Le Chili, pris dans une crise sociale qui ne montre aucun signe d'apaisement, vit jeudi son deuxième jour d'une grève générale qui ajoute à la pression sur le président Sebastian Piñera en quête d'une issue.
Les syndicats chiliens ont montré leurs muscles mercredi, avec des dizaines de milliers de manifestants à Santiago. Leur mobilisation se poursuit jeudi, pour réclamer au gouvernement de retirer des rues les militaires, déployés pour la première fois depuis la fin de la dictature du général Augusto Pinochet (1973-1990), ainsi que des réponses à la pire crise sociale du pays depuis trente ans.
«Jusqu'à présent, ce qu'a fait le président Piñera a été de polariser le pays et accroître les tensions.

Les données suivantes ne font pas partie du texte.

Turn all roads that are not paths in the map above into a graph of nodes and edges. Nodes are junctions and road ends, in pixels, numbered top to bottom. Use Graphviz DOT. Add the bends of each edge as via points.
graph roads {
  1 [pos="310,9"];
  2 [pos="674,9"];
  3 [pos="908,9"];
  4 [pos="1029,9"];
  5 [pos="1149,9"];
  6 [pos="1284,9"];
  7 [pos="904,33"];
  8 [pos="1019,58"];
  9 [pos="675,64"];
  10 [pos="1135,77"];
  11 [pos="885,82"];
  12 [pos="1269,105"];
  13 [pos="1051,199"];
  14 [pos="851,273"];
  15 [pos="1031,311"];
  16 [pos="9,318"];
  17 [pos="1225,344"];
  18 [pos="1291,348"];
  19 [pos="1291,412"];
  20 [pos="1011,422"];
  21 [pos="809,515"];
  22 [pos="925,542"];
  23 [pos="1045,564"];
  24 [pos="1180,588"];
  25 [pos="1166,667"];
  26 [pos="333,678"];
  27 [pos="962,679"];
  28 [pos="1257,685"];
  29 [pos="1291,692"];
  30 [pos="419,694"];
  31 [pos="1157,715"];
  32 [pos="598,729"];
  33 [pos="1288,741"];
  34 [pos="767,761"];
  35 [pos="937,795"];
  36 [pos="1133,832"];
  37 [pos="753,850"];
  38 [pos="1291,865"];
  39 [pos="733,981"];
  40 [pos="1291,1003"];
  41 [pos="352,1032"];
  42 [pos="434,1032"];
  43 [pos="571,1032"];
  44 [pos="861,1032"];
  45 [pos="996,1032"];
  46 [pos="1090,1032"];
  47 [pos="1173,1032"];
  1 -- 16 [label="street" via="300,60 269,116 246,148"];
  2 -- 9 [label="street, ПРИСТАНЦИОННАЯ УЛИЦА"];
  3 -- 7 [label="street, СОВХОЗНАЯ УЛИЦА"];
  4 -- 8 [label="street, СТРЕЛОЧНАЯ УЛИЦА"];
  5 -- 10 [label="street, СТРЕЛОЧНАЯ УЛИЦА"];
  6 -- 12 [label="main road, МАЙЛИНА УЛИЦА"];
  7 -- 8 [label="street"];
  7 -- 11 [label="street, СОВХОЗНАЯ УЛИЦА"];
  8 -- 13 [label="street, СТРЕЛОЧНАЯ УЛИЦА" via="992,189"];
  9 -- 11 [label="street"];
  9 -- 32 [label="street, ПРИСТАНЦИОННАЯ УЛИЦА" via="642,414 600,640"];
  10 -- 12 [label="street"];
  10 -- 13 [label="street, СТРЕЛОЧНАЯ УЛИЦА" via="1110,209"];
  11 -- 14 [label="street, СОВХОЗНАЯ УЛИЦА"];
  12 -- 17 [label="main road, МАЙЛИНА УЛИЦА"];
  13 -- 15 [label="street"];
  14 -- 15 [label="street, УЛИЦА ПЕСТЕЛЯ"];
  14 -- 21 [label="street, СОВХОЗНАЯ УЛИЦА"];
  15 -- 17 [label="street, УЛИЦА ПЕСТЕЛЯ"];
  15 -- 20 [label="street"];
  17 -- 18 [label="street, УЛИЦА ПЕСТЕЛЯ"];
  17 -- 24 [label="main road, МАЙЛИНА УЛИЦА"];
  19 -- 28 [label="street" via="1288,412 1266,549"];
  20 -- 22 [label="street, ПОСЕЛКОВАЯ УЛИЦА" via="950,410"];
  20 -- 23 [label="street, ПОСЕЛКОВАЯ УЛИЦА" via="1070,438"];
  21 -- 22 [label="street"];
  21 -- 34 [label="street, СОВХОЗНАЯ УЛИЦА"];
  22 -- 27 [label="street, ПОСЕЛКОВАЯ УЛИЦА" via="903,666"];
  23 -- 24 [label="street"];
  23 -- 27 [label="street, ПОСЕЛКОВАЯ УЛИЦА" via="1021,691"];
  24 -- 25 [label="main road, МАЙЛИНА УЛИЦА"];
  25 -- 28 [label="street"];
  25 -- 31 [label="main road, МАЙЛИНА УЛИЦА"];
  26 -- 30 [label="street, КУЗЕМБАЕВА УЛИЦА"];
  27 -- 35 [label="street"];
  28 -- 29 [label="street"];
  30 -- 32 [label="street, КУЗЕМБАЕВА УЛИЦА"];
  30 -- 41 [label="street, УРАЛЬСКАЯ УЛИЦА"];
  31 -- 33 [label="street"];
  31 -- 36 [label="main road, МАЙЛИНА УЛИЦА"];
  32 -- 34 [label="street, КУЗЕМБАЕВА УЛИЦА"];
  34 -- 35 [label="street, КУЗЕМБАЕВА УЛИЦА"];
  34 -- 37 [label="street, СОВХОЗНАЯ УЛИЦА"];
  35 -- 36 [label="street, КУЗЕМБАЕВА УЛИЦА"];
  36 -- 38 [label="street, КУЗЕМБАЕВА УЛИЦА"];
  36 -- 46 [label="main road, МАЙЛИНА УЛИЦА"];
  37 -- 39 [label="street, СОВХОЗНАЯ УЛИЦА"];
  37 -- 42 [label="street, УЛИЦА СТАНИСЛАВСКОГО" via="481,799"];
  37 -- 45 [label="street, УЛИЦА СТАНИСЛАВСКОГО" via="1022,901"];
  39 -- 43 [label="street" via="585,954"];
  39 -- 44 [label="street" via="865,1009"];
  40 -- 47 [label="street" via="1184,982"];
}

Nous avons aujourd'hui dans la rue des jeunes avec un fusil dans les mains, contre leurs propres compatriotes», a déclaré aux journalistes Bárbara Figueroa, présidente de la Centrale unitaire des travailleurs (CUT), principale confédération syndicale du Chili.
Les organisations syndicales et une vingtaine d'autres mouvements ont appelé à manifester à Santiago, à quelques stations de métro du palais présidentiel de La Moneda.
Dix-huit personnes, dont un enfant, un Péruvien et un Equatorien, sont mortes depuis le 18 octobre, selon des chiffres officiels.
En outre, l'Institut national des droits humains (INDH) a décompté 535 personnes blessées, dont 239 par armes à feu et 2.410 arrestations.
Cinquième nuit sous couvre-feu
L'explosion de colère sociale, avec de violentes manifestations et des pillages, a été provoquée par l'annonce d'une hausse de 3,75% du prix du ticket de métro à Santiago mais ne s'est en rien calmée après l'annonce de la suspension de cette mesure. Le mouvement, hétérogène et sans dirigeants identifiables, s'est amplifié, nourri par le ressentiment face à la situation socio-économique et aux inégalités dans ce pays de 18 millions d'habitants.
«Maintenant c'est tout un pays qui proteste, on en a assez», criait mercredi un manifestant au milieu de la foule qui frappait sur des casseroles devant les soldats à Santiago.
L'annonce d'une série de mesures sociales mardi par M. Piñera, qui a reconnu n'avoir pas anticipé la crise et demandé «pardon» à ses compatriotes, ne semble pas avoir eu l'effet désiré. «Nous espérions une sensibilisation avec ce conflit social, mais ce sont les mêmes propositions depuis des mois», a observé Izkia Siches, présidente du Colegio Médico, l'association des médecins chiliens, également présente parmi les manifestants.
Santiago, comme plusieurs autres régions du pays, a passé sa cinquième nuit consécutive sous couvre-feu.
Le gouvernement a annoncé mercredi le rappel de réservistes de l'armée, pour assurer un soutien «logistique et administratif». Quelque 20.000 militaires et policiers sont déployés dans les rues du pays.
Les forces de l'ordre, appuyées par des hélicoptères, ont à nouveau patrouillé durant la nuit de mercredi à jeudi à Santiago, s'employant également à nettoyer les débris laissés par les manifestants.
Les manifestations se sont poursuivies durant la nuit dans quelques quartiers de la capitale, accompagnées de barricades et d'affrontements avec les forces de l'ordre. Quatre hôtels ont été mis à sacs. Dans des quartiers périphériques, des groupes d'habitants, vêtus de gilets jaunes, effectuaient des rondes de surveillance pour éviter les vols.
La compagnie minière publique Codelco, principal producteur mondial de cuivre, affectée mercredi par le mouvement social, a repris normalement ses activités, ont assuré des sources de la compagnie.
Dans la région de Valparaíso (centre), des péages ont été attaqués sur l'autoroute. Des manifestants ont bloqués d'autres autoroutes dans la région de l'Araucania (sud).
Mercredi, la Banque centrale du Chili a réduit le taux d'intérêt de 2% à 1,75% et avertit que la crise sociale allait affecter l'économie.